I could barely stand on my feet. At last I dragged myself over to a tree, sank down at its foot, and plunged into sleep.
It was a more diluted sleep. I could hear voices and the noise of the generators. I was borne along but without force. I felt the hard earth beneath me, and I said to myself, In a little while they’ll come and shake me. At first that worry kept me from sinking into a deeper sleep, but, nevertheless, I eventually did so. In the evening a man approached, nudged me, and called out loud, “What are you doing here?” I didn’t open my eyes and didn’t bother to answer him. But he kept shaking me and bothering me, so I had no choice but to say to him, “I’m sleeping.”
“Did you eat?” asked the man.
“I’m not hungry,” I replied.
My body knew that kind of annoyance. All along the way people tried to wake me up, to shove bread into my mouth, to speak to me, to convince me that the war was over and that I had to open my eyes. There were no words in me to explain that I couldn’t open my eyes, that I was trapped in thick sleep. From time to time, I did try to wake up, but sleep overpowered me.
Waves of darkness carried me along, and I moved forward. Where are you heading? I asked myself. Home, I replied, surprised at my own answer. Only a few of the refugees wanted to go back to their homes. Everyone else streamed to the sea in trains and trucks. People knew what they wanted. I had just one wish—to return to my parents.
As I was being carried forward, a hand touched me, and when I didn’t react, the hand shook me again. I didn’t want to answer, but the pulling disturbed me, and so I said, without opening my eyes, “Leave me alone. I want to sleep.”
“You mustn’t sleep for such a long time.”
“My weariness isn’t done. Leave me alone.”

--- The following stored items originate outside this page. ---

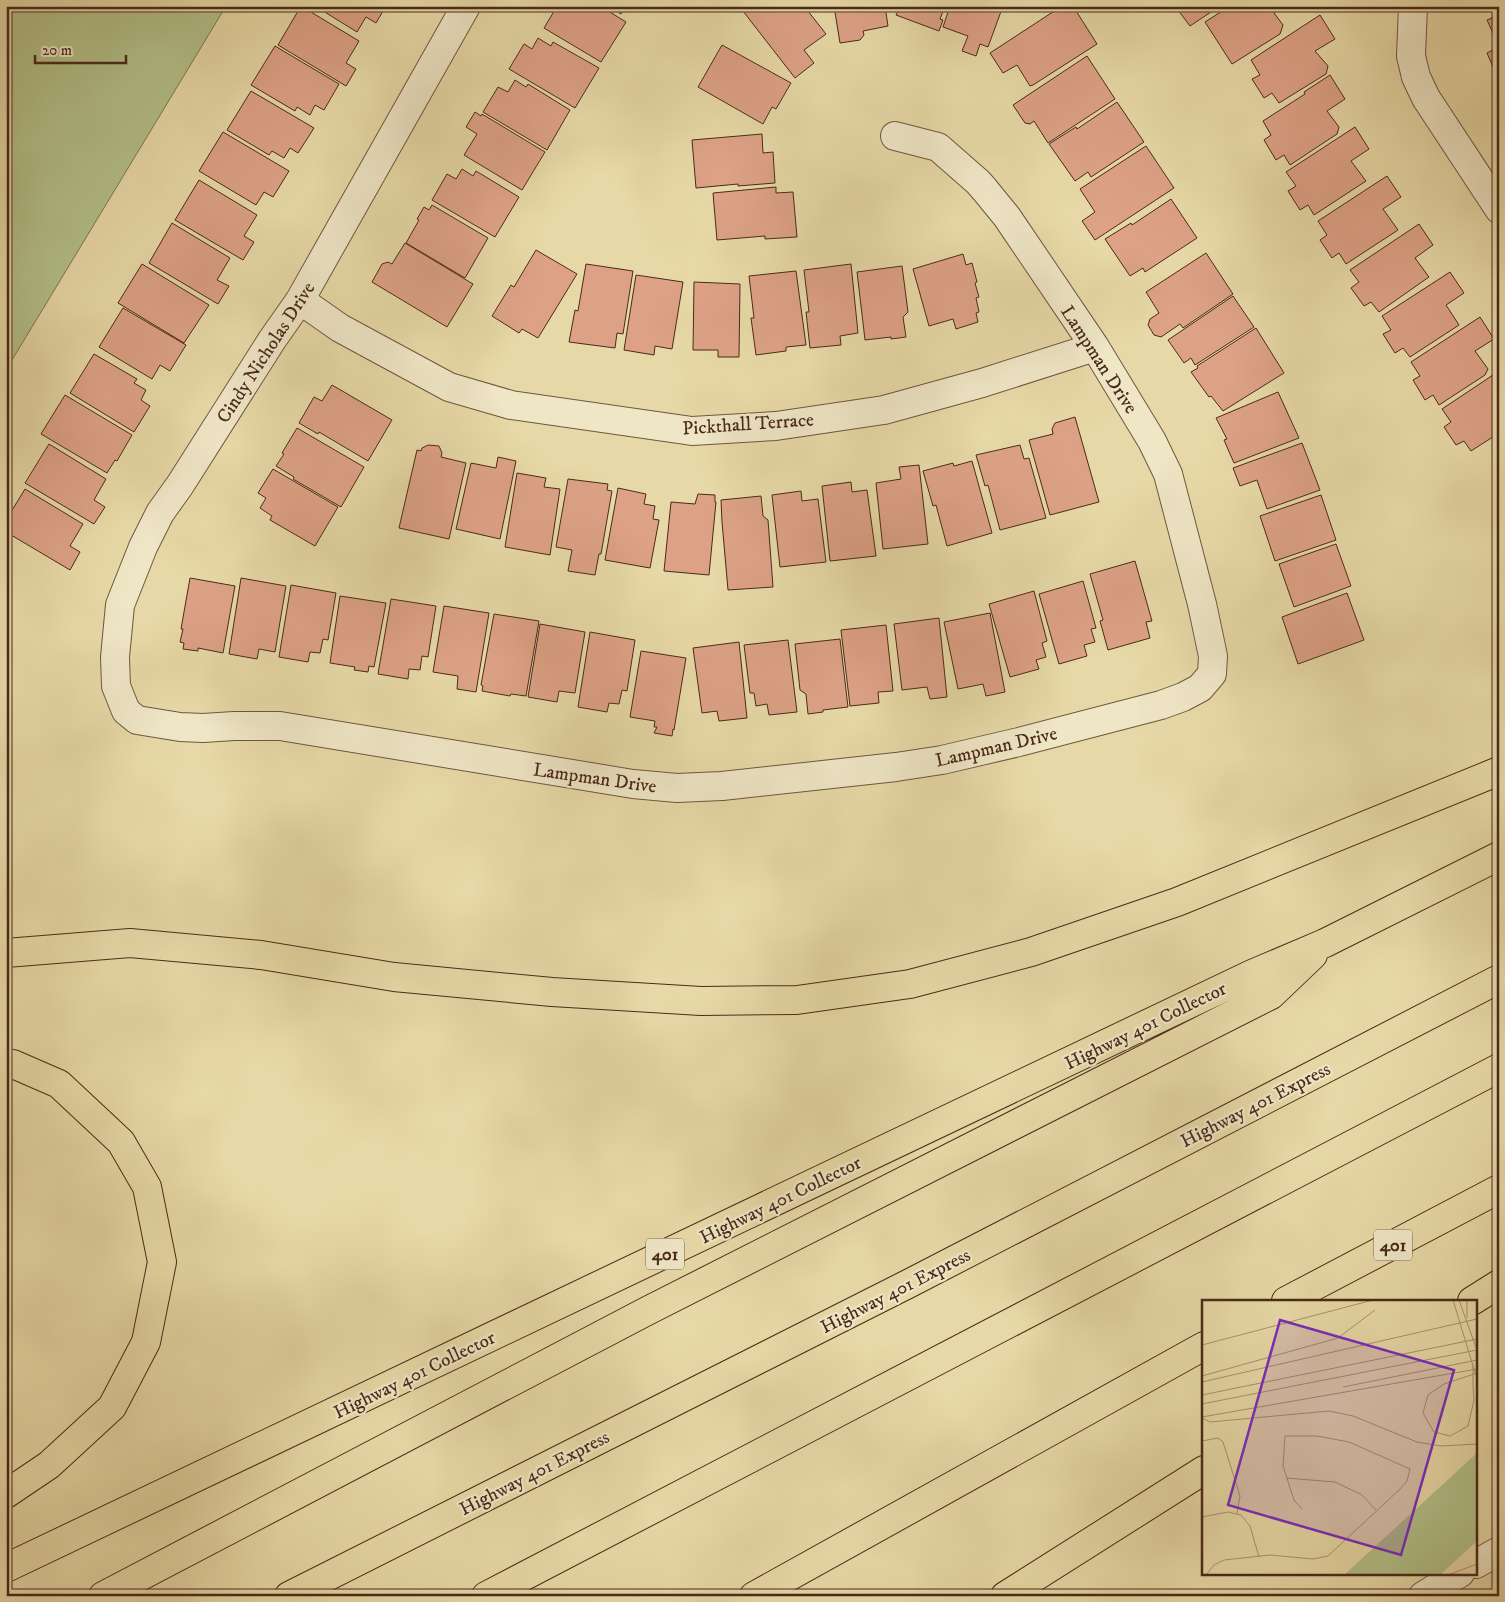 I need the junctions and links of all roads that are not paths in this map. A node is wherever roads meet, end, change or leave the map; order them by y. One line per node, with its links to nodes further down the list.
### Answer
1 (466, 6): 5 (street, Cindy Nicholas Drive)
2 (1413, 6): 4 (street)
3 (895, 136): 6 (street, Lampman Drive)
4 (1499, 209)
5 (300, 300): 6 (street, Pickthall Terrace); 7 (street, Cindy Nicholas Drive)
6 (1095, 347): 7 (street, Lampman Drive)
7 (126, 711)
8 (1499, 771): 11 (highway)
9 (1499, 856): 10 (highway, Highway 401 Collector / 401)
10 (1325, 944): 24 (highway, Highway 401 Collector / 401); 25 (highway)
11 (6, 953)
12 (1499, 979): 26 (highway, Highway 401 Express)
13 (6, 1062): 21 (highway)
14 (1499, 1068): 27 (highway)
15 (1499, 1189): 17 (highway, 401)
16 (1499, 1284): 18 (highway)
17 (1288, 1300)
18 (1474, 1300)
19 (1202, 1347): 28 (highway)
20 (1202, 1471): 29 (highway)
21 (6, 1494)
22 (1499, 1551): 23 (street)
23 (1478, 1563)
24 (6, 1568)
25 (103, 1596)
26 (289, 1596)
27 (486, 1596)
28 (754, 1596)
29 (1005, 1596)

The man went away, but then he came back and prodded me again. My sleep was no longer deep, and I felt the man’s determination to draw me out of it, no matter what.
I opened my eyes and was surprised to see that the man, on his knees and wearing glasses, looked like my uncle Arthur. I knew he wasn’t Arthur, but still I was glad to see him.

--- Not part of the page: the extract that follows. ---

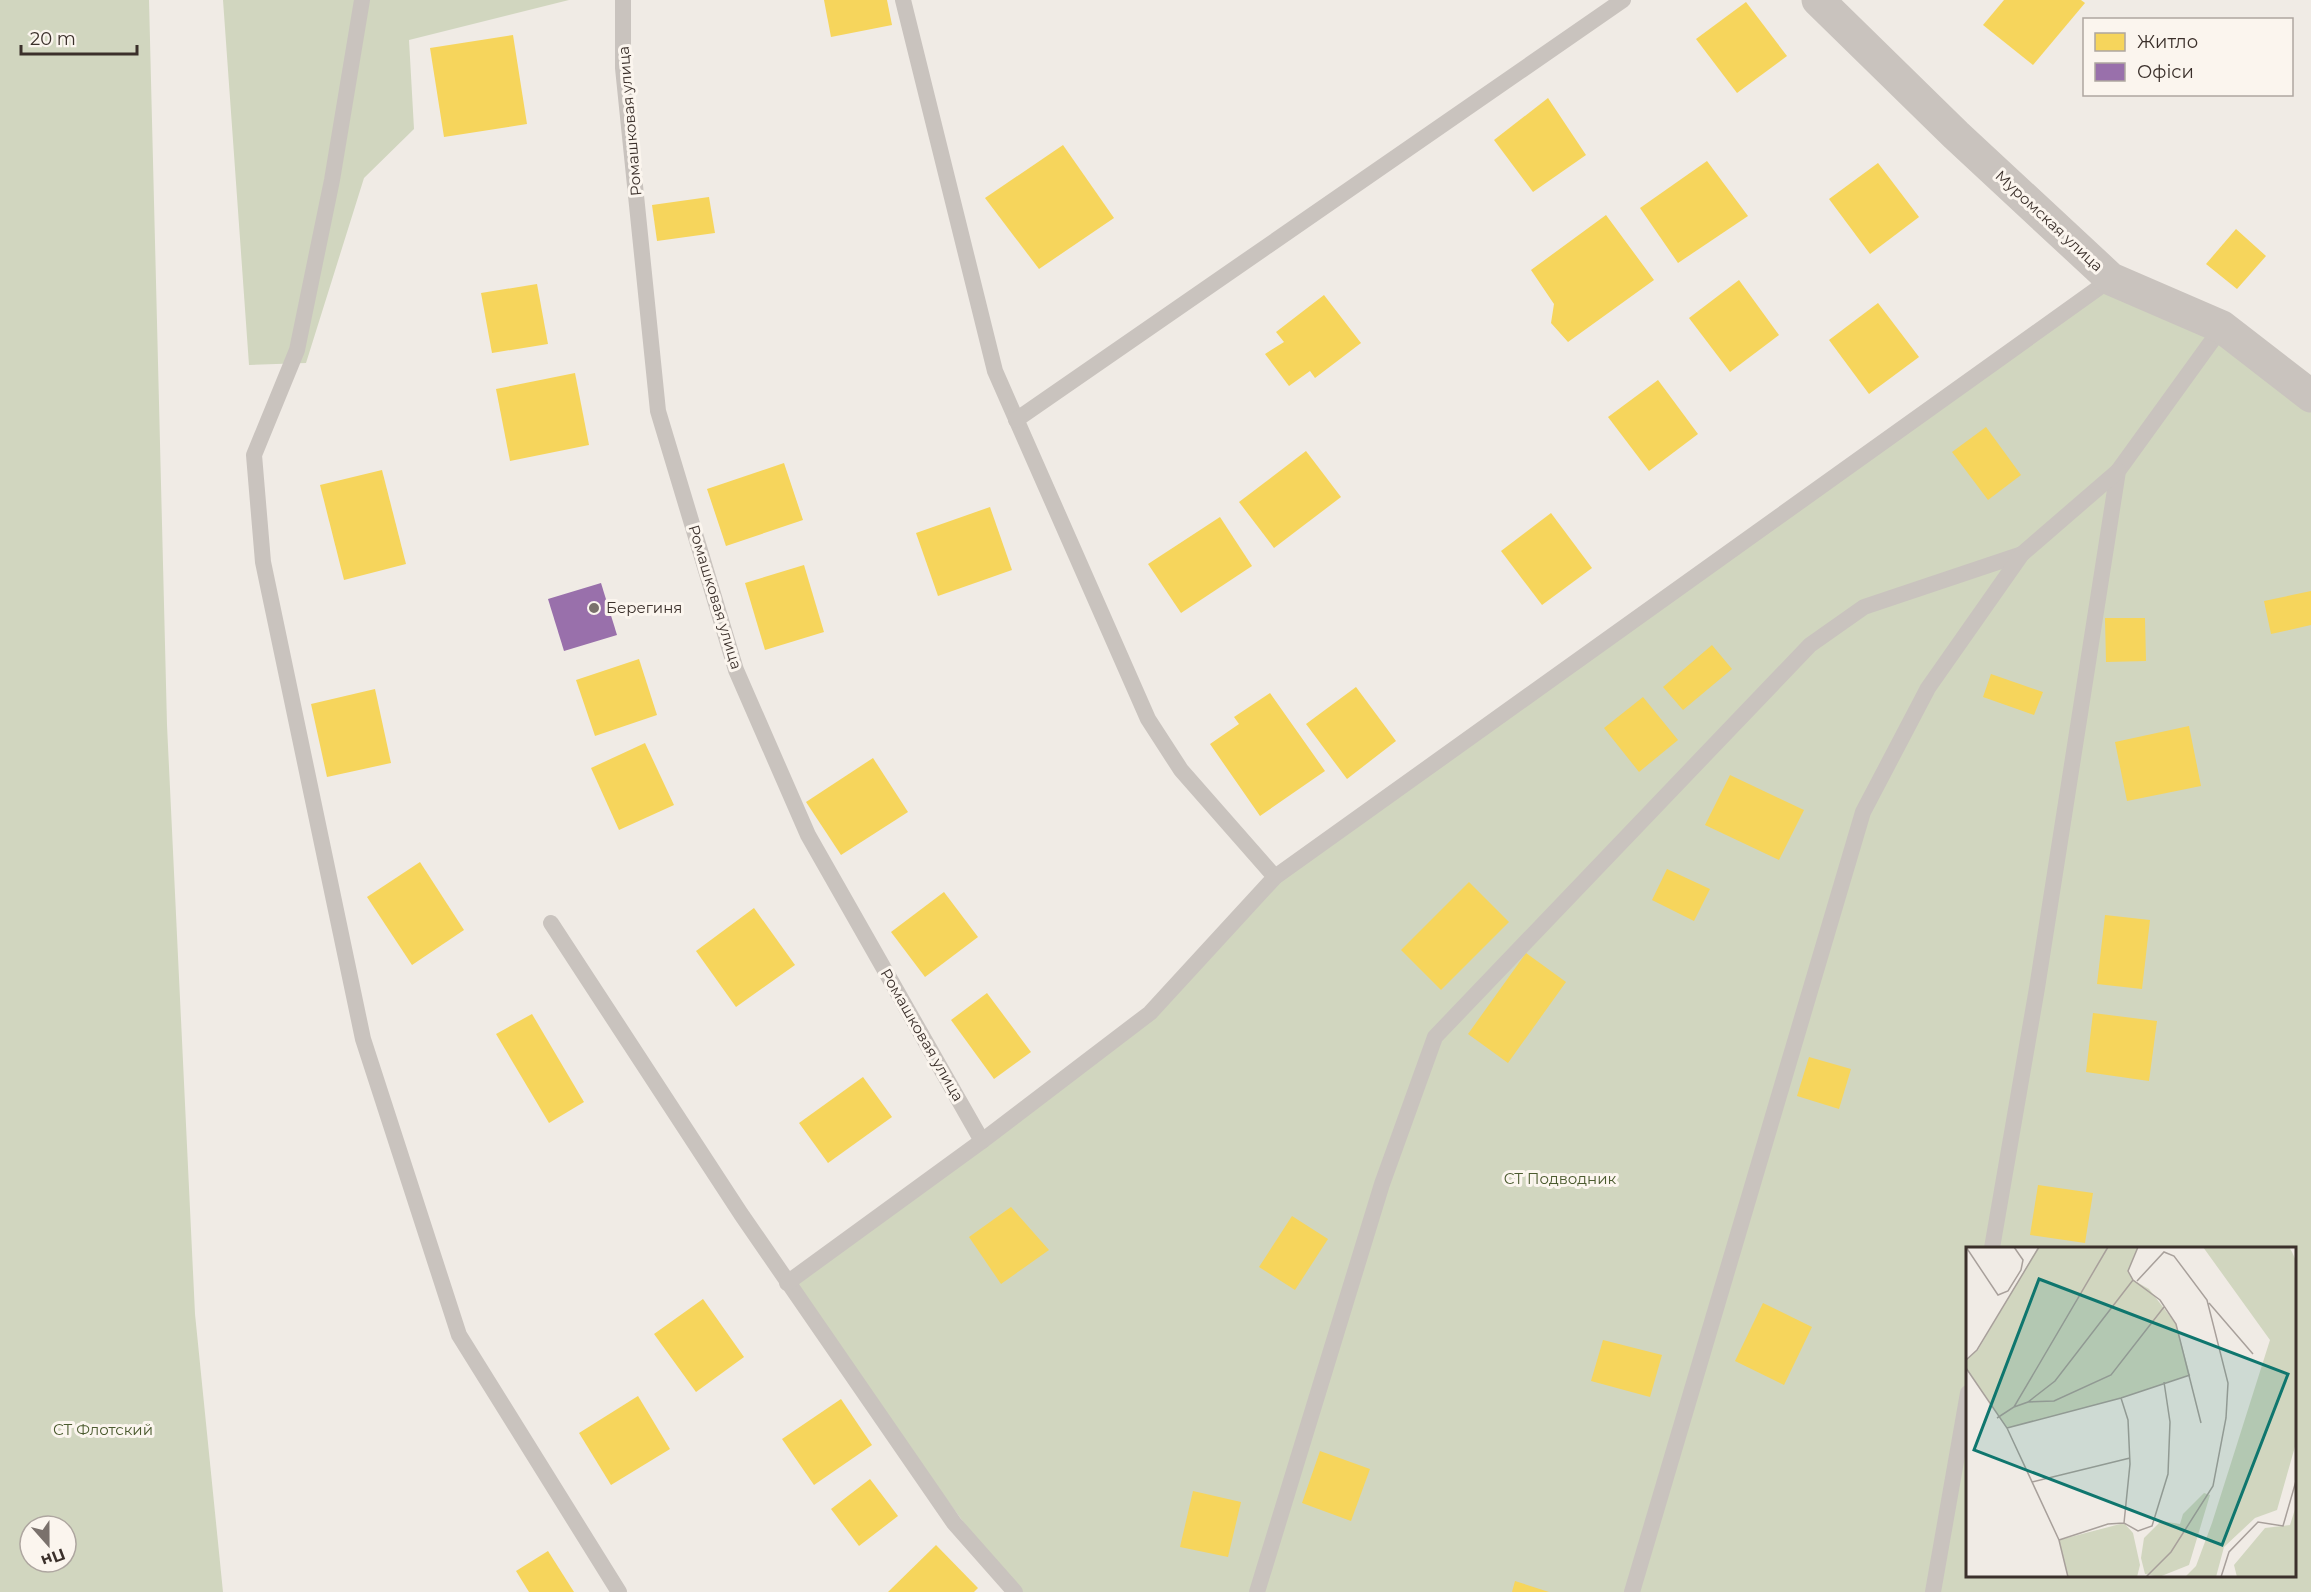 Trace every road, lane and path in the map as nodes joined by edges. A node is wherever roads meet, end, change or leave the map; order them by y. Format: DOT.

“What are you doing here?” he asked softly.
“I came with the refugees.”
“From where?” He stretched his neck toward me.
I couldn’t answer that. The places where we had stopped slipped past me without leaving a trace.

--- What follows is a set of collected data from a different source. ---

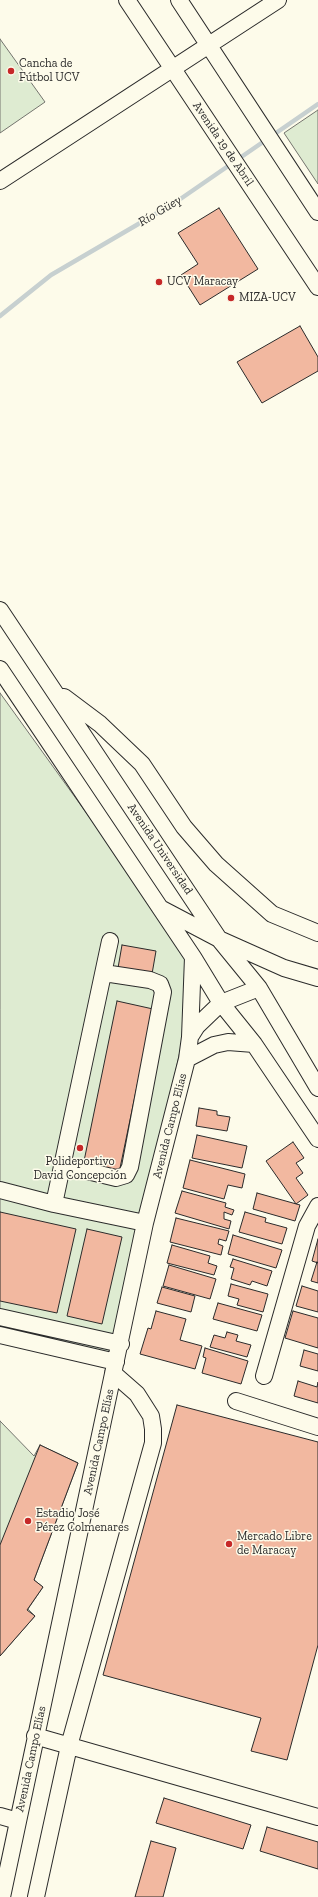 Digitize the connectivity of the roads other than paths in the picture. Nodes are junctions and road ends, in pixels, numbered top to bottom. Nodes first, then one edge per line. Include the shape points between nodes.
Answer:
1 (127, 0) edge
2 (179, 0) edge
3 (278, 0) edge
4 (209, 46) junction
5 (173, 69) junction
6 (0, 181) edge
7 (318, 212) edge
8 (318, 287) edge
9 (0, 610) edge
10 (0, 669) edge
11 (54, 688) junction
12 (161, 908) junction
13 (318, 933) edge
14 (219, 939) junction
15 (110, 941) dead end
16 (193, 957) junction
17 (104, 973) junction
18 (318, 978) edge
19 (259, 988) junction
20 (222, 1003) junction
21 (190, 1037) junction
22 (254, 1044) junction
23 (187, 1059) junction
24 (318, 1088) edge
25 (318, 1139) edge
26 (62, 1166) junction
27 (0, 1190) edge
28 (54, 1204) junction
29 (318, 1206) edge
30 (145, 1223) junction
31 (0, 1316) edge
32 (0, 1335) edge
33 (121, 1344) junction
34 (115, 1368) junction
35 (264, 1376) dead end
36 (236, 1401) dead end
37 (318, 1427) edge
38 (35, 1736) junction
39 (69, 1746) junction
40 (0, 1816) edge
41 (318, 1817) edge
42 (18, 1821) junction
43 (2, 1897) edge
44 (36, 1897) edge

1 - 5 street, Avenida 19 de Abril
2 - 4 street
3 - 4 street
4 - 5 street
4 - 7 street
5 - 6 street
5 - 8 street, Avenida 19 de Abril
9 - 11 street, Avenida Universidad
10 - 12 street
11 - 13 street via 100,724 142,764 184,827 216,864 272,914
11 - 14 street, Avenida Universidad
12 - 14 street
12 - 16 street
14 - 18 street via 284,968
14 - 19 street, Avenida Universidad
15 - 17 street
16 - 20 street
16 - 21 street, Avenida Campo Elías
17 - 26 street
17 - 26 street via 150,980 160,984 163,992 130,1167 126,1175 116,1178
19 - 20 street
19 - 24 street, Avenida Universidad
20 - 21 street via 201,1022
20 - 22 street
21 - 23 street, Avenida Campo Elías
22 - 23 street via 228,1042 214,1045
22 - 25 street
23 - 30 street, Avenida Campo Elías
26 - 28 street
27 - 28 street
28 - 30 street
29 - 35 street via 307,1226
30 - 33 street, Avenida Campo Elías
31 - 33 street
32 - 34 street
33 - 34 street, Avenida Campo Elías
34 - 38 street, Avenida Campo Elías
34 - 39 street via 151,1416 153,1443
36 - 37 street
38 - 39 street
38 - 42 street, Avenida Campo Elías
39 - 41 street
39 - 44 street
40 - 42 street
42 - 43 street, Avenida Campo Elías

The man stared at me and asked if I wanted something to eat. I was about to say, A cup of cocoa, but I realized that would be a foolish request. Only at home, at breakfast, and toward evening at supper would Mother make me a cup of cocoa.
“I’ll bring you a sandwich and a glass of milk,” the man said. Without waiting for my response, he went off to get it for me. I wondered about the man who resembled my uncle Arthur, not only in his build and face but also in his movements, and I decided to ask him whether he was a communist, too, like my uncle.
He came back with a tray of food.
“Thank you,” I said. Since I had left the house, years earlier, no one had served me food on a tray.
“Hearty appetite,” said the man, another term I hadn’t heard since the war broke out.
I ate. The more I ate, the more my appetite grew, and I finished it all. The man watched without disturbing me. Finally, he asked my name.
I told him.
“What do you want to do?” he asked.
“Sleep,” I said.
“I’ll leave you alone,” he replied, and went away.
I was by myself again, and I felt relieved. After the war, it was hard for me to be with people. Sleep was right for me. In sleep I lived fully. I needed that fullness like I needed air to breathe. Sometimes a dream floated up and threatened me.